Hatchard's quadrant sensitivities aren't totally unfounded. In the District of Columbia, there's a long tradition of Northwest overshadowing Northeast, Southeast and Southwest. In part, there's a good reason for that: Northwest is the city's largest quadrant and where most of D.C.'s commercial and civic core is situated.
But it's also been an unfortunate tradition of many local media outlets to use the city's quadrants as blanket geographic references, the Washington Post being one of them. Take this recent Post headline as an example: "Man fatally shot in Southeast D.C." (How many times have you seen that headline before in the Metro section?)
Depending on who you ask and in what context, the use of a quadrant reference that isn't Northwest can sometimes be interpreted as coded language meant to classify those who live there: Southeast D.C. is where bad things happen to bad people. (That is, of course, an inaccurate statement, but a sentiment that many people harbor.)
At Washington City Paper, where I once worked as an editor, such broad geographic references are largely forbidden. Specific wards or neighborhood names are preferred, something, I should note we aim for at HuffPost DC.
But the average TV viewer of an 11 o'clock newscast isn't going to know that Marshall Heights is located in Southeast or that Woodridge is in Northeast. (In fact, they might mix up the latter with Woodbridge, Va.)
However, people do know where Southeast D.C. is in a general sense. And for years, it's a place where many people didn't want to go.
But then something interesting happened in the past decade or so. People who would normally stay in the so-called Favored Quadrant -- Northwest -- started to take more interest in other quadrants. While the Northwest-centric perspective still dominates in D.C. -- and probably will on into the future -- certain non-Northwest spots have transcended their quadrants.
The best example is the stretch of H Street in Northeast, which has become a mecca for all things new and cool, complete with good music and interesting food. And this brings me back to my point about Hatchard's original nitpick.

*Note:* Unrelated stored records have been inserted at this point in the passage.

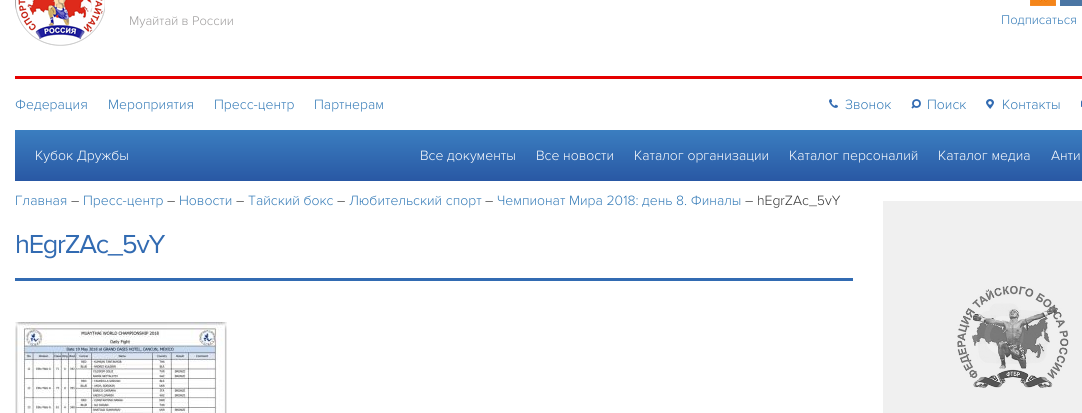 #include <cairo.h>
#include <math.h>
#include <stddef.h>


static void set_color(cairo_t *cr, unsigned color) {
    cairo_set_source_rgb(cr, (color >> 16) / 255.0, (color >> 8 & 255) / 255.0, (color & 255) / 255.0);
}

static void draw_text(cairo_t *cr, double x, double y, const char *s, const char *family, double size, int italic, int bold, unsigned color) {
    cairo_select_font_face(cr, family, italic ? CAIRO_FONT_SLANT_ITALIC : CAIRO_FONT_SLANT_NORMAL,
        bold ? CAIRO_FONT_WEIGHT_BOLD : CAIRO_FONT_WEIGHT_NORMAL);
    cairo_set_font_size(cr, size);
    set_color(cr, color);
    cairo_move_to(cr, x, y);
    cairo_show_text(cr, s);
}

static void draw_spaced(cairo_t *cr, double x, double y, const char *s, double letter, double word) {
    cairo_move_to(cr, x, y);
    while (*s) {
        char ch[5] = {0};
        int n = 0;
        do ch[n++] = *s++; while ((*s & 0xC0) == 0x80);
        cairo_show_text(cr, ch);
        cairo_rel_move_to(cr, letter + word * (*ch == ' '), 0);
    }
}

static void fill_rect(cairo_t *cr, double x, double y, double w, double h, unsigned color) {
    set_color(cr, color);
    cairo_rectangle(cr, x, y, w, h);
    cairo_fill(cr);
}

static void draw_image(cairo_t *cr, const char *path, double x, double y, double w, double h) {
    cairo_surface_t *image = cairo_image_surface_create_from_png(path);
    cairo_save(cr);
    cairo_set_source_surface(cr, image, x, y);
    cairo_rectangle(cr, x, y, w, h);
    cairo_fill(cr);
    cairo_restore(cr);
    cairo_surface_destroy(image);
}

int main(void) {
    cairo_surface_t *surface = cairo_image_surface_create(CAIRO_FORMAT_RGB24, 1082, 413);
    cairo_t *cr = cairo_create(surface);
    cairo_font_options_t *options = cairo_font_options_create();
    cairo_font_options_set_hint_metrics(options, CAIRO_HINT_METRICS_OFF);
    cairo_font_options_set_hint_style(options, CAIRO_HINT_STYLE_NONE);
    cairo_set_font_options(cr, options);
    cairo_set_miter_limit(cr, 4);
    cairo_pattern_t *gradient;
    set_color(cr, 0xFFFFFF);
    cairo_paint(cr);
    draw_image(cr, "assets/img1.png", 15, 0, 90, 46);
    draw_text(cr, 129, 25, "Муайтай в России", "Proxima Nova Light", 13, 0, 0, 0x9D9B9B);
    draw_image(cr, "assets/img2.png", 1030, 0, 26, 6);
    fill_rect(cr, 1060, 0, 22, 6, 0x4B76A4);
    draw_text(cr, 1001, 24, "Подписаться", "Proxima Nova Light", 13, 0, 0, 0x337AB7);
    fill_rect(cr, 15, 76, 1067, 3, 0xE50000);
    draw_text(cr, 15, 109, "Федерация", "Proxima Nova Light", 14, 0, 0, 0x337AB7);
    draw_text(cr, 108, 109, "Мероприятия", "Proxima Nova Light", 14, 0, 0, 0x337AB7);
    draw_text(cr, 214, 109, "Пресс-центр", "Proxima Nova Light", 14, 0, 0, 0x337AB7);
    draw_text(cr, 314, 109, "Партнерам", "Proxima Nova Light", 14, 0, 0, 0x337AB7);
    draw_image(cr, "assets/img3.png", 829, 99, 9, 9);
    draw_text(cr, 845, 109, "Звонок", "Proxima Nova Light", 14, 0, 0, 0x337AB7);
    cairo_new_path(cr);
    cairo_arc(cr, 916.5, 103.5, 3.5, 0, 2 * M_PI);
    set_color(cr, 0x326BB2);
    cairo_set_line_width(cr, 1.8);
    cairo_stroke(cr);
    cairo_new_path(cr);
    cairo_move_to(cr, 912, 108);
    cairo_line_to(cr, 914.5, 105.5);
    cairo_stroke(cr);
    draw_text(cr, 927, 109, "Поиск", "Proxima Nova Light", 14, 0, 0, 0x337AB7);
    draw_image(cr, "assets/img4.png", 986, 99, 8, 10);
    draw_text(cr, 1002, 109, "Контакты", "Proxima Nova Light", 14, 0, 0, 0x337AB7);
    draw_image(cr, "assets/img5.png", 1081, 100, 1, 7);
    gradient = cairo_pattern_create_linear(580, 130, 580, 181);
    cairo_pattern_add_color_stop_rgba(gradient, 0, 0.231, 0.494, 0.753, 1);
    cairo_pattern_add_color_stop_rgba(gradient, 1, 0.161, 0.345, 0.643, 1);
    cairo_set_source(cr, gradient);
    cairo_pattern_destroy(gradient);
    cairo_rectangle(cr, 15, 130, 1067, 51);
    cairo_fill(cr);
    draw_text(cr, 35, 160, "Кубок Дружбы", "Proxima Nova Light", 14, 0, 0, 0xFFFFFF);
    draw_text(cr, 420, 160, "Все документы", "Proxima Nova Light", 14, 0, 0, 0xFFFFFF);
    draw_text(cr, 536, 160, "Все новости", "Proxima Nova Light", 14, 0, 0, 0xFFFFFF);
    draw_text(cr, 634, 160, "Каталог организации", "Proxima Nova Light", 14, 0, 0, 0xFFFFFF);
    draw_text(cr, 789, 160, "Каталог персоналий", "Proxima Nova Light", 14, 0, 0, 0xFFFFFF);
    draw_text(cr, 938, 160, "Каталог медиа", "Proxima Nova Light", 14, 0, 0, 0xFFFFFF);
    draw_text(cr, 1051, 160, "Анти", "Proxima Nova Light", 14, 0, 0, 0xFFFFFF);
    draw_text(cr, 15, 205, "Главная", "Proxima Nova Light", 14, 0, 0, 0x337AB7);
    draw_text(cr, 71, 205, "–", "Proxima Nova Light", 14, 0, 0, 0x333333);
    draw_text(cr, 83, 205, "Пресс-центр", "Proxima Nova Light", 14, 0, 0, 0x337AB7);
    draw_text(cr, 167, 205, "–", "Proxima Nova Light", 14, 0, 0, 0x333333);
    draw_text(cr, 179, 205, "Новости", "Proxima Nova Light", 14, 0, 0, 0x337AB7);
    draw_text(cr, 236, 205, "–", "Proxima Nova Light", 14, 0, 0, 0x333333);
    draw_text(cr, 248, 205, "Тайский бокс", "Proxima Nova Light", 14, 0, 0, 0x337AB7);
    draw_text(cr, 337, 205, "–", "Proxima Nova Light", 14, 0, 0, 0x333333);
    draw_text(cr, 349, 205, "Любительский спорт", "Proxima Nova Light", 14, 0, 0, 0x337AB7);
    draw_text(cr, 485, 205, "–", "Proxima Nova Light", 14, 0, 0, 0x333333);
    draw_text(cr, 497, 205, "Чемпионат Мира 2018: день 8. Финалы", "Proxima Nova Light", 14, 0, 0, 0x337AB7);
    draw_text(cr, 745, 205, "– hEgrZAc_5vY", "Proxima Nova Light", 14, 0, 0, 0x333333);
    cairo_select_font_face(cr, "Proxima Nova", CAIRO_FONT_SLANT_NORMAL, CAIRO_FONT_WEIGHT_NORMAL);
    cairo_set_font_size(cr, 27);
    set_color(cr, 0x326BB2);
    draw_spaced(cr, 15, 253, "hEgrZAc_5vY", -1.25, 0);
    fill_rect(cr, 15, 278, 838, 3, 0x326BB2);
    draw_image(cr, "assets/img6.png", 15, 322, 212, 91);
    draw_image(cr, "assets/img7.png", 883, 201, 199, 212);
    cairo_surface_write_to_png(surface, "output.png");
    cairo_font_options_destroy(options);
    cairo_destroy(cr);
    cairo_surface_destroy(surface);
    return 0;
}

While many people casually refer to this corridor as "H Street NE," many more simply call it "H Street." If you're in Northeast D.C., this, of course, makes total sense. But while H Street NW is a major thoroughfare downtown, H Street NE's identity as "H Street" easily trumps Northwest's H Street -- or Southeast's or Southwest's for that matter.
Similarly, the identity of "K Street," but better or worse, is anchored in Northwest. It's a major thoroughfare that connects some key circles in squares in the original L'Enfant plan. Northwest's K Street was designed to be dominant. Northeast's? Not so much.
And people know that. In the end of his Twitter discourse with Zak, Hatchard admitted that "a story on K St. NE would be pretty boring. rowhouses, as far as the eye can see."
So what other streets that exist in different quadrants have a larger identity that transcend those quadrant identities?
Fourteenth Street, 18th Street and U Street in Northwest for sure. Those major corridors are destinations and have broader citywide identities. In the case of "U Street," it's become an informal neighborhood name that has over the decades changed the identity of Shaw, a neighborhood that once had a much larger geographic identity.
But we can't abandon quadrant identifiers, either. They're necessary for accurate postal addresses. So while we can simply refer to "U Street" and "14th Street" as general localities, we still must use "U Street NW" and "14th Street NW" to pinpoint addresses on those streets.
It's complicated, for sure.
But if anyone in Anacostia is complaining about how their "14th and U" is being unfairly overshadowed by Favored Quadrant arrogance, there's a good -- but complex -- reason for that.